Por isso talvez, acordei daquele antigo sonho que tinha, também utópico, de fazer algo mais importante que esse nada que faço; ser algo mais digno que essa tragédia de erros que sou;saber um pouco mais que esse pouco que sei.
Esse absurdo de nadas que sei fazer. Assumo hoje a real condição que me encontro. Paro de ser romântica, e transformo-me em realista.
Não queria ter que admitir na frente de todos vocês, que pouco ou muito apostaram que um dia eu teria que virar alguma coisa, que essa sou eu. Essa criatura sem nenhum dom, sem nada a acrescentar, sem nada a oferecer.
Prazer, não virei nada. Ou melhor, virei nada, porque nunca fui alguma coisa. A única coisa que sei fazer mesmo é ser fraca e não aguentar o peso do mundo. O meu próprio peso. O peso da vida, da loucura que é existir. Ser fraca. Isso eu sei. Fracassar, também sei.
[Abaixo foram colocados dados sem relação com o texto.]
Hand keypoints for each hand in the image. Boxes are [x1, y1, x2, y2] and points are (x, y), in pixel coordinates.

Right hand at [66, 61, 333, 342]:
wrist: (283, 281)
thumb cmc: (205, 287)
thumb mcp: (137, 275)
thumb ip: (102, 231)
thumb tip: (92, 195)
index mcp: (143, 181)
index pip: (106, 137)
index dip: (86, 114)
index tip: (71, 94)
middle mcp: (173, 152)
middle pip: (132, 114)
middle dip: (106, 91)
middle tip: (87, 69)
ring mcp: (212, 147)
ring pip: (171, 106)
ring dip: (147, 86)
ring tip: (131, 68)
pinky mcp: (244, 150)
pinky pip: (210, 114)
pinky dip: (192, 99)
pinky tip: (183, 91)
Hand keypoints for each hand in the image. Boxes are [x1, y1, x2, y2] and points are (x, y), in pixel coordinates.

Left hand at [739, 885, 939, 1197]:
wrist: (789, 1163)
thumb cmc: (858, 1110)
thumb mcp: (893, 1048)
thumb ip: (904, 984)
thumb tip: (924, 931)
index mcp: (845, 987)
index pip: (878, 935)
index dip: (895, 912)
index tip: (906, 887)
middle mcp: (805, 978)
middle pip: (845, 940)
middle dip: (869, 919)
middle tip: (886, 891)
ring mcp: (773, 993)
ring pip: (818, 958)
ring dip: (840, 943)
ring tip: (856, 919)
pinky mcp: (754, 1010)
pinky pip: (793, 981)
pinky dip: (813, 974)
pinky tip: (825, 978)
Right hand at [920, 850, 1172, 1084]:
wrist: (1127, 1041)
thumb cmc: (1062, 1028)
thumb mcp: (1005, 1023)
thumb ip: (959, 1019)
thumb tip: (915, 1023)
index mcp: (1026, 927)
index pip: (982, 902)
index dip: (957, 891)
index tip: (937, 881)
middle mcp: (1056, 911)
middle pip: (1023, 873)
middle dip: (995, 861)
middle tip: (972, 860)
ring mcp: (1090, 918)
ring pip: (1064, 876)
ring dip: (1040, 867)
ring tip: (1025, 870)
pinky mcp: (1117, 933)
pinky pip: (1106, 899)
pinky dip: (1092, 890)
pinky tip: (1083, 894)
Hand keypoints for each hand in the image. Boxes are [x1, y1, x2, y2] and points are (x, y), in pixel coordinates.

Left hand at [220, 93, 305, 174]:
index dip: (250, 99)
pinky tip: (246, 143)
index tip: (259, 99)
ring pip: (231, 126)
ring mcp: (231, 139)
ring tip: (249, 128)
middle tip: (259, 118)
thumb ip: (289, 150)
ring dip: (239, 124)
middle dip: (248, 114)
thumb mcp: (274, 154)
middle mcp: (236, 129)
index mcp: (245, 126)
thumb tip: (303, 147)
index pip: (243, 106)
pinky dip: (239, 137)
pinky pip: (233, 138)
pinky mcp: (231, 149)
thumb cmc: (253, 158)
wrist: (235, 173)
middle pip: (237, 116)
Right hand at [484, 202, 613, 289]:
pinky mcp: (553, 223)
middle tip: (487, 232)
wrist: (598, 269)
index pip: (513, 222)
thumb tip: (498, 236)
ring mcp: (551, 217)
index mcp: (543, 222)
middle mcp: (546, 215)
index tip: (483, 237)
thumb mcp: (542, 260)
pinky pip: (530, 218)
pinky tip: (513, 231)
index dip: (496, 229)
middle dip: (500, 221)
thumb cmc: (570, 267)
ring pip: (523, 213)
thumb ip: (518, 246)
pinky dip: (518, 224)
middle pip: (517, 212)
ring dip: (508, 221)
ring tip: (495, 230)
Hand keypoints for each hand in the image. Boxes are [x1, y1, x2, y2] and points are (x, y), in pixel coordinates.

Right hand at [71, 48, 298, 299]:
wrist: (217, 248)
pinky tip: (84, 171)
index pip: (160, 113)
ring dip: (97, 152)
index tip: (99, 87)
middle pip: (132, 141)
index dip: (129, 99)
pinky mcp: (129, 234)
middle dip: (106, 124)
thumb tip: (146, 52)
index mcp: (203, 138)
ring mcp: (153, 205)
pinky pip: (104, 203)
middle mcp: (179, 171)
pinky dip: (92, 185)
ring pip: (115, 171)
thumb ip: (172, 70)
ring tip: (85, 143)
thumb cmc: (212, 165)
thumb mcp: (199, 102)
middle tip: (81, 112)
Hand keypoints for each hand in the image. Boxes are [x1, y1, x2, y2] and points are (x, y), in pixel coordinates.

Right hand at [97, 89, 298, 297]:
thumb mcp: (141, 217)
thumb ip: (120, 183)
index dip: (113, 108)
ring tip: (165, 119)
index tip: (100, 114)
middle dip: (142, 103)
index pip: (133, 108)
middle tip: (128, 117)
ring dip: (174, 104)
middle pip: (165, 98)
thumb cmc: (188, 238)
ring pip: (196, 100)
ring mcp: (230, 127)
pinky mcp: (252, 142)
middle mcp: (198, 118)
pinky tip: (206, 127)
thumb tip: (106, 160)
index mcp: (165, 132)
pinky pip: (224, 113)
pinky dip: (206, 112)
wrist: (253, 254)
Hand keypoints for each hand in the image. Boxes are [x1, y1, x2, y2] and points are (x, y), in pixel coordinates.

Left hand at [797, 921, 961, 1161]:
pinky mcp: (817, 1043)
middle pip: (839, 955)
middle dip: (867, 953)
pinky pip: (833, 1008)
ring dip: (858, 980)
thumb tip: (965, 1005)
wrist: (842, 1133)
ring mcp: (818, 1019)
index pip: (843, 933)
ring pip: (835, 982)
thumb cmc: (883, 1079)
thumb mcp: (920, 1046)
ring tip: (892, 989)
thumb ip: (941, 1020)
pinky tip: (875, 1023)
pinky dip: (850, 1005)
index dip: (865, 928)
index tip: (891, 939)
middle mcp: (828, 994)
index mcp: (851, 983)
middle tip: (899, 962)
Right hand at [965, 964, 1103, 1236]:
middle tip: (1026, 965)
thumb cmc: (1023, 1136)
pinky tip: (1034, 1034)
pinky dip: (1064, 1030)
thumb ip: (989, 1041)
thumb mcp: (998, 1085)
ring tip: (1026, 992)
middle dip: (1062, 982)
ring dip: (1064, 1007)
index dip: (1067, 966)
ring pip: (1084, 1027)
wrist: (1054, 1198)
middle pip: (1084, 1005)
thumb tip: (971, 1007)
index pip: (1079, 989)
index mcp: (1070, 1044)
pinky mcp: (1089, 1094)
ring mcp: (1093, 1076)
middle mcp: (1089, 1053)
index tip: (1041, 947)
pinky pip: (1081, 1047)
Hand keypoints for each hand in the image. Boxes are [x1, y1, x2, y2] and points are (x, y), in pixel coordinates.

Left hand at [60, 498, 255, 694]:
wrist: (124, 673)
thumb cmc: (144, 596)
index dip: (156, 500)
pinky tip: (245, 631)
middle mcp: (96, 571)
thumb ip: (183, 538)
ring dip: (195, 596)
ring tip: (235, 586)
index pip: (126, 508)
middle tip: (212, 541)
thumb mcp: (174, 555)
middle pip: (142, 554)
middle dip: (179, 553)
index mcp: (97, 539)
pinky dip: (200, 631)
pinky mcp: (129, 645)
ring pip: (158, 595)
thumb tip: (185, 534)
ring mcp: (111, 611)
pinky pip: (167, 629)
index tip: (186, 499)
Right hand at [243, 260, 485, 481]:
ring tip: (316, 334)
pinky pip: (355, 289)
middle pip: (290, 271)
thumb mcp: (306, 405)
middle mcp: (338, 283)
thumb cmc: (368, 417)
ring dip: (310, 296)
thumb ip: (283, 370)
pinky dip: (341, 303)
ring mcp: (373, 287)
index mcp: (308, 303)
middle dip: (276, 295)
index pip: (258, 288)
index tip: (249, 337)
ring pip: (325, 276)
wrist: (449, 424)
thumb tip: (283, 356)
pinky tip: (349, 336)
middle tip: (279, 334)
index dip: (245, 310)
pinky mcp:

No fundo mesmo, eu queria que vocês soubessem de tudo isso, só nunca contei por medo de decepcionar demais, tanto a ponto de afastá-los de mim. Eu morreria sem vocês. Eu morro ainda, sempre vou morrer.
Por isso eu os iludi, fazendo-os acreditar que serei alguém na vida, farei algo no mundo. Eu os engano descaradamente cada vez que concordo com esse absurdo sobre um futuro brilhante. Talvez porque seja o pouco que sei fazer, magoar, decepcionar, enganar e fracassar. O pouco que sei ser.
Hoje, aqui estou, escrevendo tudo isso como se fosse compensar minhas faltas e excessos. Escrevendo tudo isso como se fosse uma carta de despedida, e, talvez, seja. 


"Desculpe, estou um pouco atrasado, mas espero que ainda dê tempo de dizer que andei errado e eu entendo as suas queixas tão justificáveis e a falta que eu fiz nessa semana, coisas que pareceriam obvias até pra uma criança."